> Assignment
Copy out, from the data below, each line in which the word "Riverside" occurs.

> Records provided

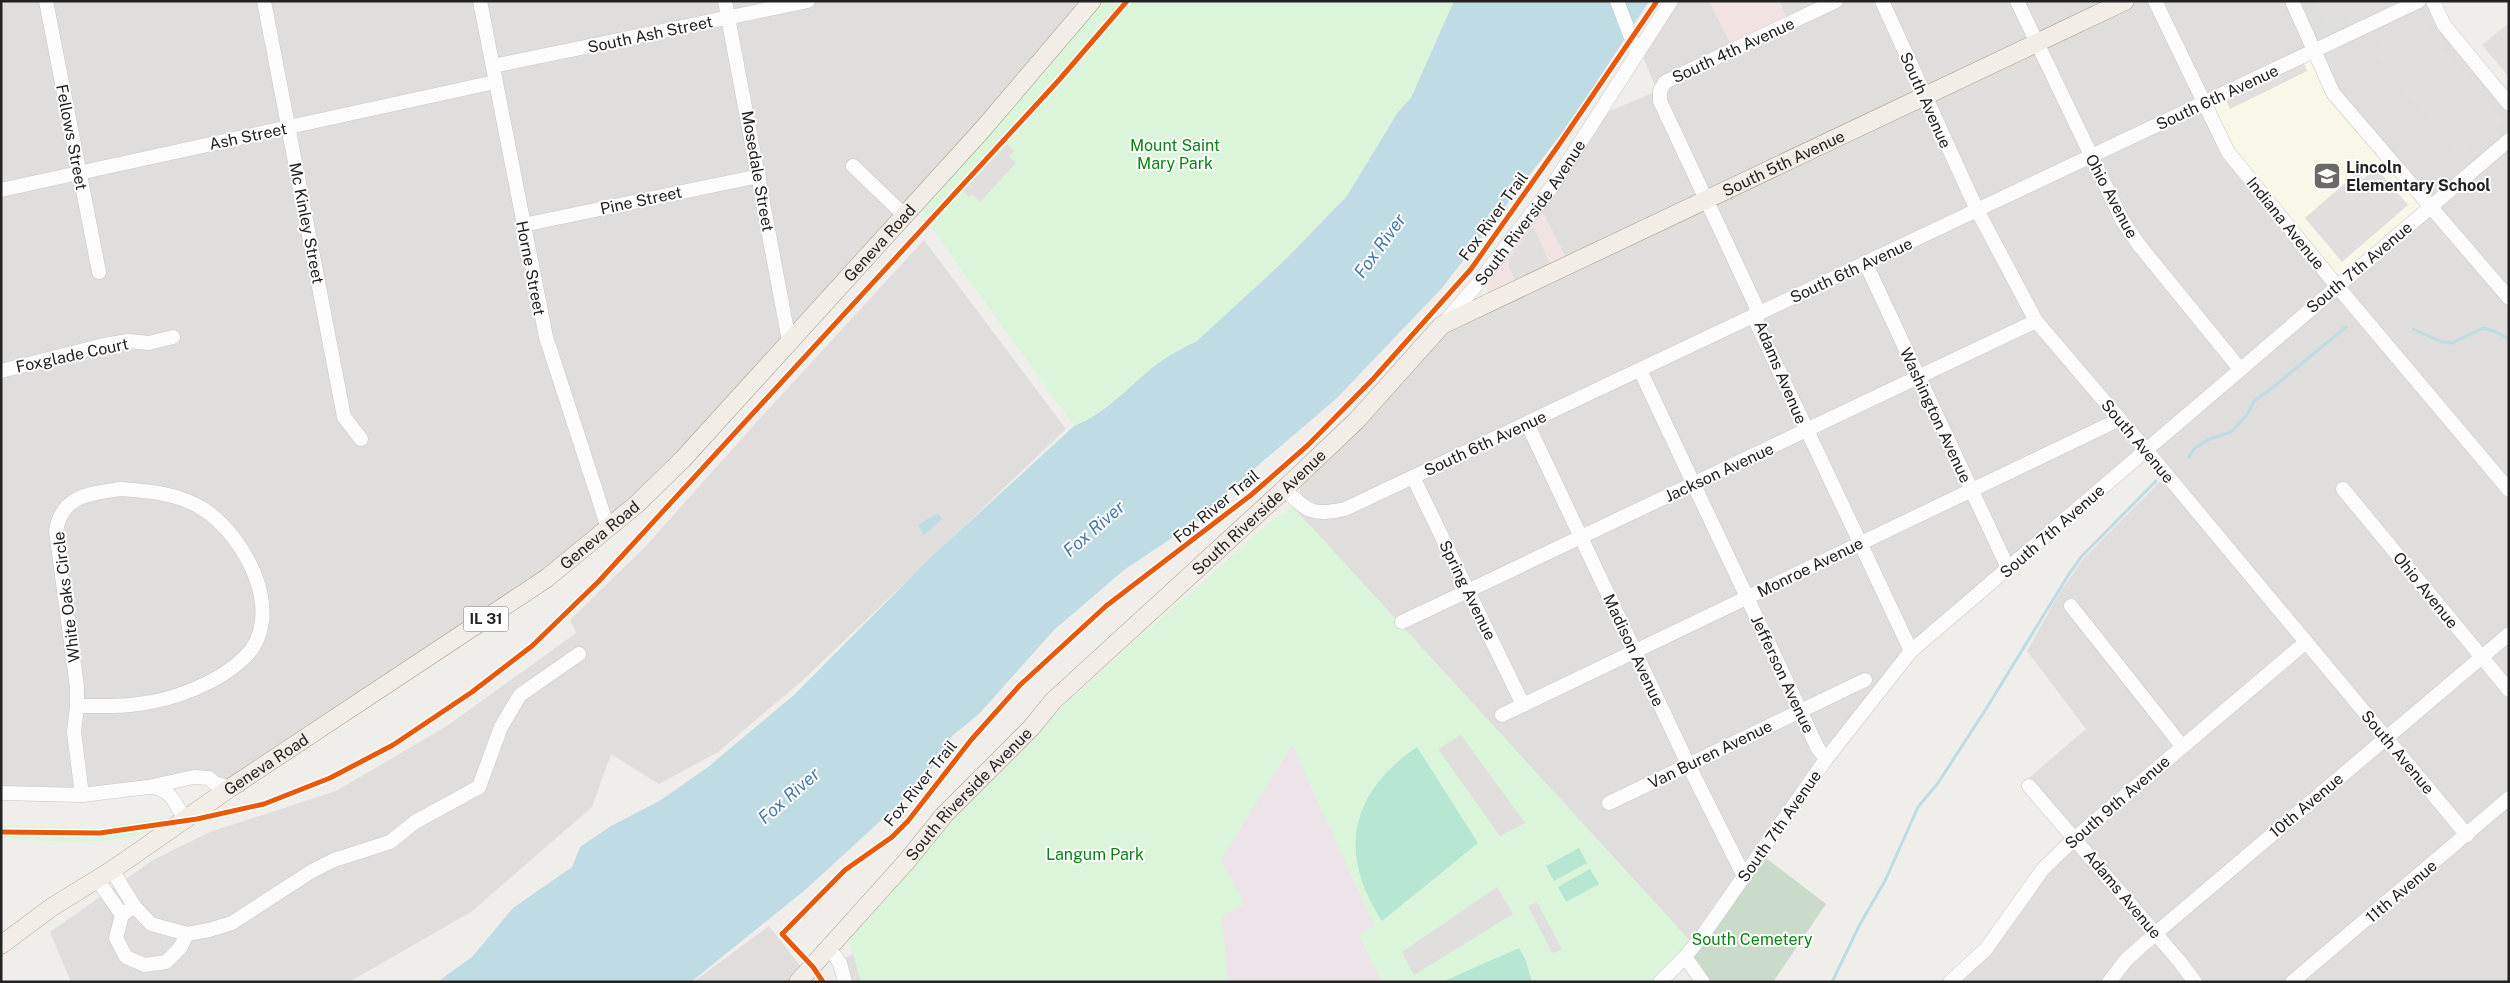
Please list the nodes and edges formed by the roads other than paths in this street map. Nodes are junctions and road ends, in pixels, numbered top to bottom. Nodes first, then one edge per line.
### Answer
1 (46, 1) edge
2 (264, 1) edge
3 (480, 1) edge
4 (725, 1) edge
5 (808, 1) edge
6 (1092, 1) edge
7 (1617, 1) edge
8 (1671, 1) edge
9 (1836, 1) edge
10 (1882, 1) edge
11 (2017, 1) edge
12 (2125, 1) edge
13 (2155, 1) edge
14 (2292, 1) edge
15 (2419, 1) edge
16 (2433, 1) edge
17 (728, 18) junction
18 (2037, 43) junction
19 (2315, 50) junction
20 (1637, 53) junction
21 (493, 66) junction
22 (495, 82) junction
23 (1660, 91) joint
24 (1924, 97) junction
25 (2204, 103) junction
26 (2509, 104) edge
27 (289, 126) junction
28 (2509, 140) edge
29 (2091, 157) junction
30 (853, 166) dead end
31 (79, 173) junction
32 (759, 176) junction
33 (1, 190) edge
34 (1707, 200) junction
35 (2432, 206) junction
36 (1977, 210) junction
37 (904, 215) junction
38 (523, 225) junction
39 (1865, 262) junction
40 (100, 272) dead end
41 (2337, 286) junction
42 (2509, 298) edge
43 (1756, 315) junction
44 (2036, 321) junction
45 (1442, 325) junction
46 (173, 337) dead end
47 (789, 341) junction
48 (2240, 369) junction
49 (1640, 370) junction
50 (1, 371) edge
51 (1918, 376) junction
52 (2120, 419) junction
53 (1527, 423) junction
54 (1806, 431) junction
55 (361, 439) dead end
56 (2146, 450) junction
57 (1413, 477) junction
58 (1694, 484) junction
59 (1284, 489) junction
60 (1971, 489) junction
61 (2343, 489) dead end
62 (2509, 490) edge
63 (608, 528) junction
64 (1581, 538) junction
65 (1859, 543) junction
66 (2008, 568) junction
67 (1469, 591) junction
68 (1747, 598) junction
69 (2071, 606) dead end
70 (1402, 622) dead end
71 (2509, 634) edge
72 (2306, 642) junction
73 (1634, 651) junction
74 (1911, 651) junction
75 (579, 654) dead end
76 (2482, 657) junction
77 (1865, 680) dead end
78 (2509, 690) edge
79 (1522, 705) junction
80 (78, 706) junction
81 (1800, 710) junction
82 (1502, 715) dead end
83 (2386, 738) junction
84 (2182, 746) junction
85 (1826, 760) junction
86 (1688, 764) junction
87 (2030, 786) dead end
88 (148, 787) junction
89 (230, 788) junction
90 (1, 793) edge
91 (82, 795) junction
92 (2509, 798) edge
93 (1609, 803) dead end
94 (184, 818) junction
95 (2467, 835) junction
96 (2075, 838) junction
97 (105, 874) junction
98 (1744, 876) junction
99 (134, 906) junction
100 (122, 915) junction
101 (2156, 933) junction
102 (187, 934) junction
103 (1, 945) edge
104 (828, 948) junction
105 (1685, 957) junction
106 (798, 982) edge
107 (845, 982) edge
108 (1660, 982) edge
109 (1703, 982) edge
110 (1950, 982) edge
111 (2109, 982) edge
112 (2195, 982) edge
113 (2292, 982) edge

1 - 31 street, Fellows Street
2 - 27 street, Mc Kinley Street
3 - 21 street, Horne Street
4 - 17 street, Mosedale Street
5 - 17 street, South Ash Street
6 - 37 main road, Geneva Road / IL 31
7 - 20 street
8 - 20 street, South Riverside Avenue
9 - 23 street, South 4th Avenue
10 - 24 street, South Avenue
11 - 18 street, Ohio Avenue
12 - 18 main road, South 5th Avenue
13 - 25 street, Indiana Avenue
14 - 19 street
15 - 19 street, South 6th Avenue
16 - 26 street
17 - 21 street, South Ash Street
17 - 32 street, Mosedale Street
18 - 24 main road, South 5th Avenue
18 - 29 street, Ohio Avenue
19 - 25 street, South 6th Avenue
19 - 35 street
20 - 45 street, South Riverside Avenue
21 - 22 street, Horne Street
22 - 27 street, Ash Street
22 - 38 street, Horne Street
23 - 34 street, Adams Avenue
24 - 34 main road, South 5th Avenue
24 - 36 street, South Avenue
25 - 29 street, South 6th Avenue
25 - 41 street, Indiana Avenue
27 - 31 street, Ash Street
27 - 55 street, Mc Kinley Street
28 - 35 street, South 7th Avenue
29 - 36 street, South 6th Avenue
29 - 48 street, Ohio Avenue
30 - 37 street
31 - 33 street, Ash Street
31 - 40 street, Fellows Street
32 - 38 street, Pine Street
32 - 47 street, Mosedale Street
34 - 43 street, Adams Avenue
34 - 45 main road, South 5th Avenue
35 - 41 street, South 7th Avenue
35 - 42 street
36 - 39 street, South 6th Avenue
36 - 44 street, South Avenue
37 - 47 main road, Geneva Road / IL 31
38 - 63 street, Horne Street
39 - 43 street, South 6th Avenue
39 - 51 street, Washington Avenue
41 - 48 street, South 7th Avenue
41 - 62 street, Indiana Avenue
43 - 49 street, South 6th Avenue
43 - 54 street, Adams Avenue
44 - 51 street, Jackson Avenue
44 - 52 street, South Avenue
45 - 59 main road, South Riverside Avenue
46 - 50 street, Foxglade Court
47 - 63 main road, Geneva Road / IL 31
48 - 56 street, South 7th Avenue
49 - 53 street, South 6th Avenue
49 - 58 street, Jefferson Avenue
51 - 54 street, Jackson Avenue
51 - 60 street, Washington Avenue
52 - 56 street, South Avenue
52 - 60 street, Monroe Avenue
53 - 57 street, South 6th Avenue
53 - 64 street, Madison Avenue
54 - 58 street, Jackson Avenue
54 - 65 street, Adams Avenue
56 - 66 street, South 7th Avenue
56 - 72 street, South Avenue
57 - 59 street, South 6th Avenue
57 - 67 street, Spring Avenue
58 - 64 street, Jackson Avenue
58 - 68 street, Jefferson Avenue
59 - 104 main road, South Riverside Avenue
60 - 65 street, Monroe Avenue
60 - 66 street, Washington Avenue
61 - 76 street, Ohio Avenue
63 - 89 main road, Geneva Road / IL 31
64 - 67 street, Jackson Avenue
64 - 73 street, Madison Avenue
65 - 68 street, Monroe Avenue
65 - 74 street, Adams Avenue
66 - 74 street, South 7th Avenue
67 - 70 street, Jackson Avenue
67 - 79 street, Spring Avenue
68 - 73 street, Monroe Avenue
68 - 81 street, Jefferson Avenue
69 - 84 street
71 - 76 street, 10th Avenue
72 - 83 street, South Avenue
72 - 84 street, South 9th Avenue
73 - 79 street, Monroe Avenue
73 - 86 street, Madison Avenue
74 - 85 street, South 7th Avenue
75 - 102 street
76 - 78 street, Ohio Avenue
76 - 83 street, 10th Avenue
77 - 81 street, Van Buren Avenue
79 - 82 street, Monroe Avenue
80 - 80 street, White Oaks Circle
80 - 91 street, White Oaks Circle
81 - 85 street, Jefferson Avenue
81 - 86 street, Van Buren Avenue
83 - 95 street, South Avenue
83 - 101 street, 10th Avenue
84 - 96 street, South 9th Avenue
85 - 98 street, South 7th Avenue
86 - 93 street, Van Buren Avenue
86 - 98 street, Madison Avenue
87 - 96 street, Adams Avenue
88 - 89 street
88 - 91 street
88 - 94 street
89 - 94 main road, Geneva Road / IL 31
90 - 91 street
92 - 95 street, 11th Avenue
94 - 97 main road, Geneva Road / IL 31
95 - 113 street, 11th Avenue
96 - 101 street, Adams Avenue
96 - 110 street, South 9th Avenue
97 - 99 street
97 - 100 street
97 - 103 main road, Geneva Road / IL 31
98 - 105 street, South 7th Avenue
99 - 100 street
99 - 102 street
100 - 102 street
101 - 111 street, 10th Avenue
101 - 112 street, Adams Avenue
104 - 106 main road, South Riverside Avenue
104 - 107 street
105 - 108 street, South 7th Avenue
105 - 109 street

> Solved exercise
8 - 20 street, South Riverside Avenue
20 - 45 street, South Riverside Avenue
45 - 59 main road, South Riverside Avenue
59 - 104 main road, South Riverside Avenue
104 - 106 main road, South Riverside Avenue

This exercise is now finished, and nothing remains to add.